Continuando, no caso brasileiro, ao criar a figura de um presidente do conselho de ministros que formava o governo escolhendo o ministério  entre os parlamentares,  D. Pedro II seguiu o precedente da constituição não escrita britânica onde esse papel cabia e cabe até hoje ao primeiro-ministro (embora isso não seja mencionado explicitamente em nenhum ato do parlamento !).   Entretanto, embora eu não seja um especialista na história política do Segundo Reinado, parece-me que a prática constitucional brasileira diferia da britânica, mesmo na era vitoriana, em alguns aspectos fundamentais:

  1. Como os partidos políticos do império brasileiro não eram instituições coesas e disciplinadas com um líder claro, D. Pedro frequentemente trocava o presidente do conselho no curso de um mesmo parlamento quando o presidente  se desentendia com sua própria maioria parlamentar.

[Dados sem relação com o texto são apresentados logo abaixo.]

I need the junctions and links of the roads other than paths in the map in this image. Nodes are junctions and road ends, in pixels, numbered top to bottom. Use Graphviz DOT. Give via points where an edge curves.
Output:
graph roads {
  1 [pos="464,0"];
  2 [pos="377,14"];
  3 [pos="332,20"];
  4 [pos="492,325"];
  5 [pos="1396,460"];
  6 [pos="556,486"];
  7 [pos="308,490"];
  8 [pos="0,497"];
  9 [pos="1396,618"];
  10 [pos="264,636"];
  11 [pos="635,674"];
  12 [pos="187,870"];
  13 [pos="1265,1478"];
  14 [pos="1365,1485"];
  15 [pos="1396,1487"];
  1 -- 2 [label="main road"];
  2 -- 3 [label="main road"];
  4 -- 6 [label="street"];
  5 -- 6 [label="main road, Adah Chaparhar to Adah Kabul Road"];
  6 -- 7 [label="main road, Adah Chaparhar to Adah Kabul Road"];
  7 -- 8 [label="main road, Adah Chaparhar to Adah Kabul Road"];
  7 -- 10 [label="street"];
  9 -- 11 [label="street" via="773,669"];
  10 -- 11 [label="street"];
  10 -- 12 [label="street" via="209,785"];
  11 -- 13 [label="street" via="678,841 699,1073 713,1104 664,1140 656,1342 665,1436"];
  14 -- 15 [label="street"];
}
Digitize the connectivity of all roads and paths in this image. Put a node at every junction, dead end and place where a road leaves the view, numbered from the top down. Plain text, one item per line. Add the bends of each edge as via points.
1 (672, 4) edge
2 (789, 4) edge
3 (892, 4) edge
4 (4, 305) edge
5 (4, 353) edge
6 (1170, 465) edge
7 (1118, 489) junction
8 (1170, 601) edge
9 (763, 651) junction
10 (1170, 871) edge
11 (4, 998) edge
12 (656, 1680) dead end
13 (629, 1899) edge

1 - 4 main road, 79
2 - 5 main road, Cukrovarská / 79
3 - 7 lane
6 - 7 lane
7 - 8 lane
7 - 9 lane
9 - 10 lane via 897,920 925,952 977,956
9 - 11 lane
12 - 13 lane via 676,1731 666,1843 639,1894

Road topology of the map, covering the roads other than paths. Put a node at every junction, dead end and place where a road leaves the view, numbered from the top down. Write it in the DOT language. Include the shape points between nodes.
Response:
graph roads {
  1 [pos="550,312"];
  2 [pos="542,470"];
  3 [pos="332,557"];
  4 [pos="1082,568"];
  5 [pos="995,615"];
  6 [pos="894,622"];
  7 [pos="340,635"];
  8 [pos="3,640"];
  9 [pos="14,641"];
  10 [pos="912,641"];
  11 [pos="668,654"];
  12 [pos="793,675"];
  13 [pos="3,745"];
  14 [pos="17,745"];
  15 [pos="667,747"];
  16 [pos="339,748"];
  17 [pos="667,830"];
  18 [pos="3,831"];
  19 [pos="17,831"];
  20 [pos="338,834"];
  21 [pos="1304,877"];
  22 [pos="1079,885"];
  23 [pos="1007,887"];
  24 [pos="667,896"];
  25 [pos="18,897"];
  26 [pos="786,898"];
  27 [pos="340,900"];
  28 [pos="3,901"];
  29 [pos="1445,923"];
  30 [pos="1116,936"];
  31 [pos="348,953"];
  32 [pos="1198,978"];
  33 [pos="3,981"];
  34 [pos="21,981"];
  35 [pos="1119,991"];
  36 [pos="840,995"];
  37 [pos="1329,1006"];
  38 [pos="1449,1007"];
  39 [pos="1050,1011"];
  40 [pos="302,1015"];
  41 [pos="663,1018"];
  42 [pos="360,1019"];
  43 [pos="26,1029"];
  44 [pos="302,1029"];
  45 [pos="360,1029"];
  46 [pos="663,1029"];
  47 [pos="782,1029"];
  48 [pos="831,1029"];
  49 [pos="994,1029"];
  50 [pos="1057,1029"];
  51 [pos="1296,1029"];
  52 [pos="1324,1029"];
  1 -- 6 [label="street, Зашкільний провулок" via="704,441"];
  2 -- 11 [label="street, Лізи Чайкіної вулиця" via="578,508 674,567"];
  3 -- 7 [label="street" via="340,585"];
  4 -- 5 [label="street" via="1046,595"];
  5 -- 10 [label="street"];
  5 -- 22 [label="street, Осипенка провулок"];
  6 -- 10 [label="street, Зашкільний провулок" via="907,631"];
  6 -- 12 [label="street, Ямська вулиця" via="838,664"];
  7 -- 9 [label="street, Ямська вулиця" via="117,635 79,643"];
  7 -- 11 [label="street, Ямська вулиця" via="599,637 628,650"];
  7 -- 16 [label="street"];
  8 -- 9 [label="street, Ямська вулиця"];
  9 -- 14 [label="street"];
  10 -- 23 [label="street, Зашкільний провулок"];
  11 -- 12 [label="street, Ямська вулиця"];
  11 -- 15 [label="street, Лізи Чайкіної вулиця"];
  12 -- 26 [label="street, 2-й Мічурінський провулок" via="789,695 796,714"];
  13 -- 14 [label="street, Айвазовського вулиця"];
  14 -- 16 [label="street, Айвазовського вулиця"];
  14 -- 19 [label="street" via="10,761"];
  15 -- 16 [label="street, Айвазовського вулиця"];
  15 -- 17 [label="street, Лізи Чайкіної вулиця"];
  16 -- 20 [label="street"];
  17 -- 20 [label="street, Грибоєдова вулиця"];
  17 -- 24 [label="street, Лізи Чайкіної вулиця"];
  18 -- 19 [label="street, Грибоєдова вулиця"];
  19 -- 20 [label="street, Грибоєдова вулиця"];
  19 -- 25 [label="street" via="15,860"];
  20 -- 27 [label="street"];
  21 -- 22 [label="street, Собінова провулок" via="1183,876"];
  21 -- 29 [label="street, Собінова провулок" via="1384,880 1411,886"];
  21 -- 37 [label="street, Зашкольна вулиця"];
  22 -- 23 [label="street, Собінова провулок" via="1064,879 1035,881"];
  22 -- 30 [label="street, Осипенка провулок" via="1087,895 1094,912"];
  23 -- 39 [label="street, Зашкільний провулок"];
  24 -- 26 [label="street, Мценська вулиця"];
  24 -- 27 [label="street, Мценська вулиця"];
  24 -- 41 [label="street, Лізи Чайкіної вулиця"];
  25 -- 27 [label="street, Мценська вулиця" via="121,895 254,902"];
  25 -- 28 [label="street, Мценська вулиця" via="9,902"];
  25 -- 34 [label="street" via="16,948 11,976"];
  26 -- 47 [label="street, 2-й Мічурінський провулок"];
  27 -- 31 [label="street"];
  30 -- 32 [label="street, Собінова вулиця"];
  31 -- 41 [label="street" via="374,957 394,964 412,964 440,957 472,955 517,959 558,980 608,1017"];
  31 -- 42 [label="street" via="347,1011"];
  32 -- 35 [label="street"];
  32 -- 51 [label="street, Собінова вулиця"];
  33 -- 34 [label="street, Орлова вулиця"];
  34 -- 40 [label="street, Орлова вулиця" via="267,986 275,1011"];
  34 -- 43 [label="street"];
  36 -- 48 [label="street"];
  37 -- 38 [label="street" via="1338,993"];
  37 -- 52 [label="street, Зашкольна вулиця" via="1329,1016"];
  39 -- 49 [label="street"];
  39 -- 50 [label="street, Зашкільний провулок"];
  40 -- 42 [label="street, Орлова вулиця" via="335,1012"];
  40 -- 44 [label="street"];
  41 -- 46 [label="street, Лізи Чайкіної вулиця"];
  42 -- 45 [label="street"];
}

  2. Mais  raramente, quando o presidente do conselho perdia a confiança pessoal do imperador ou quando o imperador achava oportuno promover uma mudança no partido da situação, D. Pedro demitia o chefe do ministério, mesmo que esse ainda gozasse da confiança da maioria, e nomeava um líder da oposição para a presidência do conselho, ao que se seguiam uma dissolução da Câmara e novas eleições. O exemplo mais notório é a demissão em 1868 do liberal Zacarias de Góis e Vasconcelos por discordar do imperador em relação à manutenção do Duque de Caxias à frente do exército brasileiro na Guerra do Paraguai,  e a nomeação posterior para a presidência do conselho do conservador Visconde de Itaboraí, ainda que os conservadores fossem minoritários na Câmara.
  3.  No exercício do poder moderador, o imperador ouvia as recomendações do Conselho de Estado que, ao contrário do  braço ativo do Privy Council no Reino Unido ou no Canadá, não coincidia automaticamente com o ministério. Assim, enquanto no modelo britânico os ministros, como conselheiros privados,  assumem responsabilidade política por todos os atos do rei, no Brasil, não era claro sobre quem recaía essa responsabilidade.

Deve-se ressaltar que, no ponto (2) acima, dada a natureza fraudulenta do sistema eleitoral que sempre favorecia a situaçao, uma mudança de governo por uma vitória eleitoral da oposição era virtualmente impossível. O uso da autoridade imperial para forçar a nomeação de um governo minoritário depois legitimado por uma eleição fraudulenta era visto portanto por D. Pedro não só como uma maneira segura, mas na prática como o único mecanismo viável para garantir a alternância dos partidos no poder. Em contraste, na Inglaterra vitoriana, embora o voto fosse ainda censitário e restrito, havia já no século XIX um sistema partidário consolidado onde a alternância no poder pelo voto popular era possível e um eventual governo minoritário, como o exemplo de 1834 citado anteriormente mostra, não tinha uma garantia a priori de que uma dissolução antecipada da câmara lhe proporcionaria com certeza uma maioria parlamentar.